#### [DATASET RECORDS]
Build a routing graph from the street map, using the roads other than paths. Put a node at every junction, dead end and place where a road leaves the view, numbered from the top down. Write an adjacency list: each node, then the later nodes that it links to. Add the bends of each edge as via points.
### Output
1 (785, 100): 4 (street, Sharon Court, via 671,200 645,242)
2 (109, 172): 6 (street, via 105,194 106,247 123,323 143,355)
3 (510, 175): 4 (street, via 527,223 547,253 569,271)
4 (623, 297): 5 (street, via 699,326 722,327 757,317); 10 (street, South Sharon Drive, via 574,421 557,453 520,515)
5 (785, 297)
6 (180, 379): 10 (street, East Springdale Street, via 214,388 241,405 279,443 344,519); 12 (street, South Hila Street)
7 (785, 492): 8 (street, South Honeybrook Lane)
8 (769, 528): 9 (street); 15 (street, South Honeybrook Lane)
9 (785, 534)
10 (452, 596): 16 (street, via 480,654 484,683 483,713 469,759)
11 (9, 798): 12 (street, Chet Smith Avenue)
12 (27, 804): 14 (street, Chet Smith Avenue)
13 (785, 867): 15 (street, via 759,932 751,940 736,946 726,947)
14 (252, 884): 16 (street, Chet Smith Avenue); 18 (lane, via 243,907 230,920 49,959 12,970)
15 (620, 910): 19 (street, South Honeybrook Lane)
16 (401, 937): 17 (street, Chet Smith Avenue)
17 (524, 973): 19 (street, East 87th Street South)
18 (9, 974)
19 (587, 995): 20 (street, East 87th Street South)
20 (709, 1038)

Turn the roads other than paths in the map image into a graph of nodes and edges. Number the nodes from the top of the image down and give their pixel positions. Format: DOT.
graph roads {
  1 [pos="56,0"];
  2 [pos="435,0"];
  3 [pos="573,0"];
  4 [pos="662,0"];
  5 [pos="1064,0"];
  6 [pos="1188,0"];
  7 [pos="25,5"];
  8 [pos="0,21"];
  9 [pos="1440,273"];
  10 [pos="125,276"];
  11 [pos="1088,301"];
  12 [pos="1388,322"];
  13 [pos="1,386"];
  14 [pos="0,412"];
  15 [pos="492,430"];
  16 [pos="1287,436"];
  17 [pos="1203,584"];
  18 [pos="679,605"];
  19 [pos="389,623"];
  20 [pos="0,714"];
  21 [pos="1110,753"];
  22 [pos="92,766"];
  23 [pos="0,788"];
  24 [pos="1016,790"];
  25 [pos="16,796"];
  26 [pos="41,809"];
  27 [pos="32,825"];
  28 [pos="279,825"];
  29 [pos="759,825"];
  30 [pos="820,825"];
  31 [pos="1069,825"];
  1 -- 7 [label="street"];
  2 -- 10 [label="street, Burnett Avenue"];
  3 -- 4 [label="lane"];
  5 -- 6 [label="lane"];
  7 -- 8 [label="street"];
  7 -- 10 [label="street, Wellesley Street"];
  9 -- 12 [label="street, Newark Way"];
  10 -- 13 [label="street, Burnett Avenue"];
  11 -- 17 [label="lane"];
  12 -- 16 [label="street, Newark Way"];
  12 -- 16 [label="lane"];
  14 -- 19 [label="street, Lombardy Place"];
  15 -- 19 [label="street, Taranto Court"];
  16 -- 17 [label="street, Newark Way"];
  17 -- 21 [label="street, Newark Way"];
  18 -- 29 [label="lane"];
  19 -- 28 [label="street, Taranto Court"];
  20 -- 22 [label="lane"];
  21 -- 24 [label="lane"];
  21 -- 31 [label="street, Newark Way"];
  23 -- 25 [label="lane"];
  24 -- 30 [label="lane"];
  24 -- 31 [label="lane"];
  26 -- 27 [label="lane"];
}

#### [YOUR GOAL]
Using the listing above, retype each line exactly.

#### [REPLY]
Build a routing graph from the street map, using the roads other than paths. Put a node at every junction, dead end and place where a road leaves the view, numbered from the top down. Write an adjacency list: each node, then the later nodes that it links to. Add the bends of each edge as via points.
### Output
1 (785, 100): 4 (street, Sharon Court, via 671,200 645,242)
2 (109, 172): 6 (street, via 105,194 106,247 123,323 143,355)
3 (510, 175): 4 (street, via 527,223 547,253 569,271)
4 (623, 297): 5 (street, via 699,326 722,327 757,317); 10 (street, South Sharon Drive, via 574,421 557,453 520,515)
5 (785, 297)
6 (180, 379): 10 (street, East Springdale Street, via 214,388 241,405 279,443 344,519); 12 (street, South Hila Street)
7 (785, 492): 8 (street, South Honeybrook Lane)
8 (769, 528): 9 (street); 15 (street, South Honeybrook Lane)
9 (785, 534)
10 (452, 596): 16 (street, via 480,654 484,683 483,713 469,759)
11 (9, 798): 12 (street, Chet Smith Avenue)
12 (27, 804): 14 (street, Chet Smith Avenue)
13 (785, 867): 15 (street, via 759,932 751,940 736,946 726,947)
14 (252, 884): 16 (street, Chet Smith Avenue); 18 (lane, via 243,907 230,920 49,959 12,970)
15 (620, 910): 19 (street, South Honeybrook Lane)
16 (401, 937): 17 (street, Chet Smith Avenue)
17 (524, 973): 19 (street, East 87th Street South)
18 (9, 974)
19 (587, 995): 20 (street, East 87th Street South)
20 (709, 1038)

Turn the roads other than paths in the map image into a graph of nodes and edges. Number the nodes from the top of the image down and give their pixel positions. Format: DOT.
graph roads {
  1 [pos="56,0"];
  2 [pos="435,0"];
  3 [pos="573,0"];
  4 [pos="662,0"];
  5 [pos="1064,0"];
  6 [pos="1188,0"];
  7 [pos="25,5"];
  8 [pos="0,21"];
  9 [pos="1440,273"];
  10 [pos="125,276"];
  11 [pos="1088,301"];
  12 [pos="1388,322"];
  13 [pos="1,386"];
  14 [pos="0,412"];
  15 [pos="492,430"];
  16 [pos="1287,436"];
  17 [pos="1203,584"];
  18 [pos="679,605"];
  19 [pos="389,623"];
  20 [pos="0,714"];
  21 [pos="1110,753"];
  22 [pos="92,766"];
  23 [pos="0,788"];
  24 [pos="1016,790"];
  25 [pos="16,796"];
  26 [pos="41,809"];
  27 [pos="32,825"];
  28 [pos="279,825"];
  29 [pos="759,825"];
  30 [pos="820,825"];
  31 [pos="1069,825"];
  1 -- 7 [label="street"];
  2 -- 10 [label="street, Burnett Avenue"];
  3 -- 4 [label="lane"];
  5 -- 6 [label="lane"];
  7 -- 8 [label="street"];
  7 -- 10 [label="street, Wellesley Street"];
  9 -- 12 [label="street, Newark Way"];
  10 -- 13 [label="street, Burnett Avenue"];
  11 -- 17 [label="lane"];
  12 -- 16 [label="street, Newark Way"];
  12 -- 16 [label="lane"];
  14 -- 19 [label="street, Lombardy Place"];
  15 -- 19 [label="street, Taranto Court"];
  16 -- 17 [label="street, Newark Way"];
  17 -- 21 [label="street, Newark Way"];
  18 -- 29 [label="lane"];
  19 -- 28 [label="street, Taranto Court"];
  20 -- 22 [label="lane"];
  21 -- 24 [label="lane"];
  21 -- 31 [label="street, Newark Way"];
  23 -- 25 [label="lane"];
  24 -- 30 [label="lane"];
  24 -- 31 [label="lane"];
  26 -- 27 [label="lane"];
}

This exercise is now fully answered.